2014-12-17 14:03:00

Il conflitto in Libia. Allarme di Mali, Ciad e Senegal


In Libia, giornalmente si registrano scontri armati tra le opposte fazioni. Mentre l’Onu esorta al dialogo, cresce nei Paesi limitrofi la preoccupazione. I presidenti di Ciad, Mali e Senegal hanno lanciato un appello alla comunità internazionale affinché intervenga contro i gruppi islamici attivi nel sud del Paese, che minacciano la stabilità dell’intero Sahel. Sul rischio di regionalizzazione del conflitto libico, Giancarlo La Vella ha sentito Arturo Varvelli, ricercatore dell’Ispi, l'Istituto di Studi di politica internazionale:

Due schiaramenti contro
R. – In realtà, questa regionalizzazione del confronto sta avvenendo già da diversi mesi, cioè da quando la polarizzazione politica si è trasformata in polarizzazione militare con almeno due schieramenti – ma sono diverse le fazioni alleate in questi due schieramenti al momento – che si stanno affrontando sul territorio libico. C’è un coinvolgimento internazionale, perché naturalmente gli interessi non sono solamente interni, ma internazionali. Si tratta ovviamente di interessi economici, la Libia è un Paese molto ricco. Ed è questa la visione che coinvolge soprattutto, da una parte, Egitto, Arabia Saudita ed Emirati nello sponsorizzare, ad esempio, il governo di Tobruk e le forze del generale Haftar, e dall’altra parte vediamo invece altri attori, come la Turchia, il Qatar, sponsorizzare invece il governo di Tripoli. Quindi, questo coinvolgimento c’è già.
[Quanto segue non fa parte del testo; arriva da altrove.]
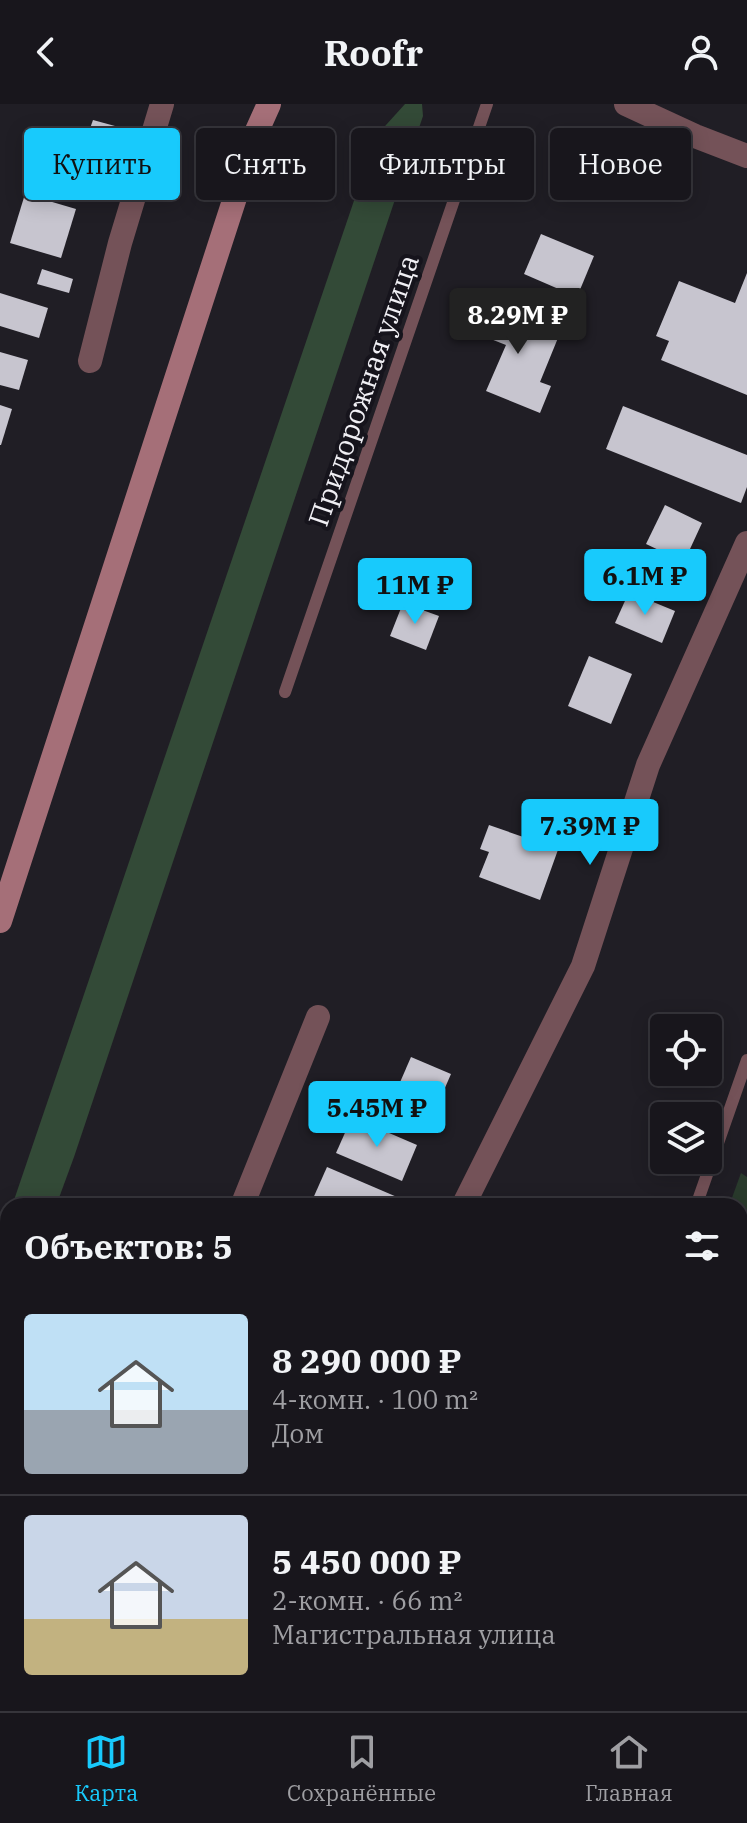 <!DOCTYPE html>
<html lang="ru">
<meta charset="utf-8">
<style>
:root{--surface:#18161c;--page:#211f25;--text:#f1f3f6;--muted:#9f9fa3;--line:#36353b;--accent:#18cafc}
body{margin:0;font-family:"IBM Plex Serif",serif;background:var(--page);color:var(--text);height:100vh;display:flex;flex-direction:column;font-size:30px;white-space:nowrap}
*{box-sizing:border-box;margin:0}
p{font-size:26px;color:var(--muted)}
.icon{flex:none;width:44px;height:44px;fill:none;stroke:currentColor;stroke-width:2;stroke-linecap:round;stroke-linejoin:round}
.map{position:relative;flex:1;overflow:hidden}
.drawer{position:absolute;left:0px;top:1094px;width:748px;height:514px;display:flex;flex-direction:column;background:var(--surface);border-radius:24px 24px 0 0;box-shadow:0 4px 20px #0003,0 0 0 2px var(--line)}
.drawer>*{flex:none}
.top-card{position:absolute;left:24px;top:24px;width:700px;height:72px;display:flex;gap:16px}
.fabs{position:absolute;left:650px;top:910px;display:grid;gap:16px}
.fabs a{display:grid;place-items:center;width:72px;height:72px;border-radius:8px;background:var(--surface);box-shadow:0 4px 20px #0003,0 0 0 2px var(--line);font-size:40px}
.price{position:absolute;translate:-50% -68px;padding:0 18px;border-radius:8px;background:var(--accent);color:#111;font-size:26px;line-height:52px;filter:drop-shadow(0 2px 4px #0008)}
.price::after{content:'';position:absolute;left:50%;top:48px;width:24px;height:18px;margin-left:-12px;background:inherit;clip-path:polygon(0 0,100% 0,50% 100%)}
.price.on{background:#222;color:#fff}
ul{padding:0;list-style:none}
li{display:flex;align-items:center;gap:24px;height:200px;padding:0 24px}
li+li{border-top:2px solid var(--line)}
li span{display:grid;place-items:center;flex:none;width:224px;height:160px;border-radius:8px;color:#555}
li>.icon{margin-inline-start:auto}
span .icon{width:96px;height:96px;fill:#fffc;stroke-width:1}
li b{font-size:34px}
h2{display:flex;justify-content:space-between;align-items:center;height:96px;padding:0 24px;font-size:34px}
.tag{padding:0 28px;border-radius:8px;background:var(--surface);box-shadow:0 4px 20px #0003,0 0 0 2px var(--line);font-size:28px;line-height:72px}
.tag.on{background:var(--accent);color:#111}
header{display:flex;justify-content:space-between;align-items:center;height:104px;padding:0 24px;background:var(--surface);font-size:36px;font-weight:700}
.tabs{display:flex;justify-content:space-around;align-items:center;height:112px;border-top:2px solid var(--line);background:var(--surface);font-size:22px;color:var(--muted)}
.tabs a{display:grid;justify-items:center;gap:4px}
.tabs .on{color:var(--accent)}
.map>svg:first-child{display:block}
.green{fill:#293a2c}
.forest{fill:#334a37}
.building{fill:#c7c5cf}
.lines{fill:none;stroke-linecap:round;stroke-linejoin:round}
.lane{stroke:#745258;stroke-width:12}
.street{stroke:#745258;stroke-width:24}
.secondary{stroke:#a56f78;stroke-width:24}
.labels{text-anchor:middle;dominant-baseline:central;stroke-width:8;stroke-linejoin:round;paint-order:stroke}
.street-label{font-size:28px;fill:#f0eff4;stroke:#16141c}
</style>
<header><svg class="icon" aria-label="back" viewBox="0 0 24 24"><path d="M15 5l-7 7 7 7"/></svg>Roofr<svg class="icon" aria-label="person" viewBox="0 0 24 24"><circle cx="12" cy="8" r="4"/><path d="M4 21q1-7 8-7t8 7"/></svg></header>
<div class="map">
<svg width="747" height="1607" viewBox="0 0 747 1607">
<rect width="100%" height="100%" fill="#201e25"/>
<!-- green -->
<polygon class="green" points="741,1069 747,1073 747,1607 537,1607 539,1600 740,1600 740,1102 729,1102"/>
<!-- forest -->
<g class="forest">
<polygon points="405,0 422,0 423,12 74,1053 56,1102 12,1102 376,32"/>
<polygon points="8,1115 8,1234 0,1256 0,1137"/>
</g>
<!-- building -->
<g class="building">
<polygon points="93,16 115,22 110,40 87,33"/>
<polygon points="25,90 76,105 61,154 10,139"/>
<polygon points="541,130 594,152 577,193 524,170"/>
<polygon points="42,165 73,175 69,189 37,180"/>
<polygon points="747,169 747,291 661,256 669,237 656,232 679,177 735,199"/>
<polygon points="0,189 48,204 39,234 0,222"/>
<polygon points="486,198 560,229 540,278 551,282 540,309 486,287 506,241 473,228"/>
<polygon points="0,248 28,256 19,286 0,281"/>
<polygon points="0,301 12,305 1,341 0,341"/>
<polygon points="623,302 747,351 747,383 741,399 606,345"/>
<polygon points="665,401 702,419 684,458 646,440"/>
<polygon points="629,488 675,507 662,539 615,519"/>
<polygon points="403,499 439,512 426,546 390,532"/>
<polygon points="589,552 632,570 611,620 568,602"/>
<polygon points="535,718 564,729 540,796 479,773 489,748 480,745 489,721 529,735"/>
<polygon points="411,953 451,970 431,1016 391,999"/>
<polygon points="352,1013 417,1041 402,1077 336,1049"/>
<polygon points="327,1063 397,1093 393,1102 317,1102 311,1099"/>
</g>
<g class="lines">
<!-- lane -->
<g class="lane">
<polyline points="285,588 487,0"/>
<polyline points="696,1102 747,956"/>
<polyline points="522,1607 525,1600"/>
</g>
<!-- street -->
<g class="street">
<polyline points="626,0 695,32 747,52"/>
<polyline points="90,257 120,139 162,0"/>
<polyline points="242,1102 318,913"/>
<polyline points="463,1102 583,862 648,661 747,439"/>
<polyline points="740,1484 747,1472"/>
<polyline points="740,1551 747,1556"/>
<polyline points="38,1607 41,1600"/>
<polyline points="259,1607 263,1600"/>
<polyline points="652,1607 657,1600"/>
</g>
<!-- secondary -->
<polyline class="secondary" points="0,817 256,29 269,0"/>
</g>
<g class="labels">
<!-- street labels -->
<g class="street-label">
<text transform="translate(363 286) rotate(-71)">Придорожная улица</text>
</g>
</g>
</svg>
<div class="fabs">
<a><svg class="icon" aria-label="locate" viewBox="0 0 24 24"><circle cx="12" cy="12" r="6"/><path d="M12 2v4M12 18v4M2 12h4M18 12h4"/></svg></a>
<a><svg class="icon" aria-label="layers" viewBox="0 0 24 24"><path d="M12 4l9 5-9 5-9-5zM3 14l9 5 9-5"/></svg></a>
</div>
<b class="price on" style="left:518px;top:252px">8.29M ₽</b>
<b class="price" style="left:645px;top:513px">6.1M ₽</b>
<b class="price" style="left:415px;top:522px">11M ₽</b>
<b class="price" style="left:590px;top:763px">7.39M ₽</b>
<b class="price" style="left:377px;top:1045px">5.45M ₽</b>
<div class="top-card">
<a class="tag on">Купить</a>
<a class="tag">Снять</a>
<a class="tag">Фильтры</a>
<a class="tag">Новое</a>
</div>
<section class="drawer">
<h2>Объектов: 5<svg class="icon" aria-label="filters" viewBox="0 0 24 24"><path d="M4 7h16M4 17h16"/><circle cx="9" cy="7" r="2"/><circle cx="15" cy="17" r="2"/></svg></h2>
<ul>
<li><span style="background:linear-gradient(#bfe0f5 60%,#9aa5b1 0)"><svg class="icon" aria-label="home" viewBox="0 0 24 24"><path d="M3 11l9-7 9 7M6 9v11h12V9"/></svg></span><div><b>8 290 000 ₽</b><p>4-комн. · 100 m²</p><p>Дом</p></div></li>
<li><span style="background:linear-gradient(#c9d6e8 65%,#c2b280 0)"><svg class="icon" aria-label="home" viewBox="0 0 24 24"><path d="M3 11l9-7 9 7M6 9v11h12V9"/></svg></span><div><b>5 450 000 ₽</b><p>2-комн. · 66 m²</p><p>Магистральная улица</p></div></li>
</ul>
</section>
</div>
<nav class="tabs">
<a class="on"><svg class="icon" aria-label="map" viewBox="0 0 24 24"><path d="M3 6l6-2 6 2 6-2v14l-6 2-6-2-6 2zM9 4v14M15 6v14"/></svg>Карта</a>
<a><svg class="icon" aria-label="saved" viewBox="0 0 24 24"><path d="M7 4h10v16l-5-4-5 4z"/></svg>Сохранённые</a>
<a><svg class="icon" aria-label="home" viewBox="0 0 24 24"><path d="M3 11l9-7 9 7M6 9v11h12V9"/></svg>Главная</a>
</nav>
D. – C’è il rischio che, oltre a quello della regionalizzazione, come in Siria ed in Iraq prenda piede lo Stato islamico?

R. – Questo sta già avvenendo, perché ci sono degli emissari dello Stato islamico e ci sono, in particolare, delle fazioni che si sono apertamente dichiarate jihadiste e si sono messe sotto il "cappello" dell’Isis. Tuttavia, io non lancerei un allarme di questo tipo, perché le forze radicali sono fra loro frammentate.

Idee per una mediazione
D. – Da escludere dunque un intervento internazionale sul terreno?

R. – Secondo me, sarebbe negativo in questo momento. In realtà, quello che ci vuole è un’opera di mediazione tra queste potenze regionali e quelle europee e Stati Uniti, affinché si insista sulla possibilità di ristabilizzare il Paese attraverso la via di un dialogo nazionale e attraverso un’opera di moderazione tra le parti: riconvochiamo le parti in causa e cerchiamo di metterle intorno a un tavolo negoziale. Certamente, bisogna avere idee, spunti. Bisogna avere un’iniziativa politica più incisiva, ma bisogna anche ricordare che questo è il presupposto per la stabilità di un Paese. Dove ci sono Stati falliti, proliferano jihadismi. Le strade brevi di interventi armati, non hanno mai risolto il problema, anzi, mi pare l’abbiamo sempre più complicato.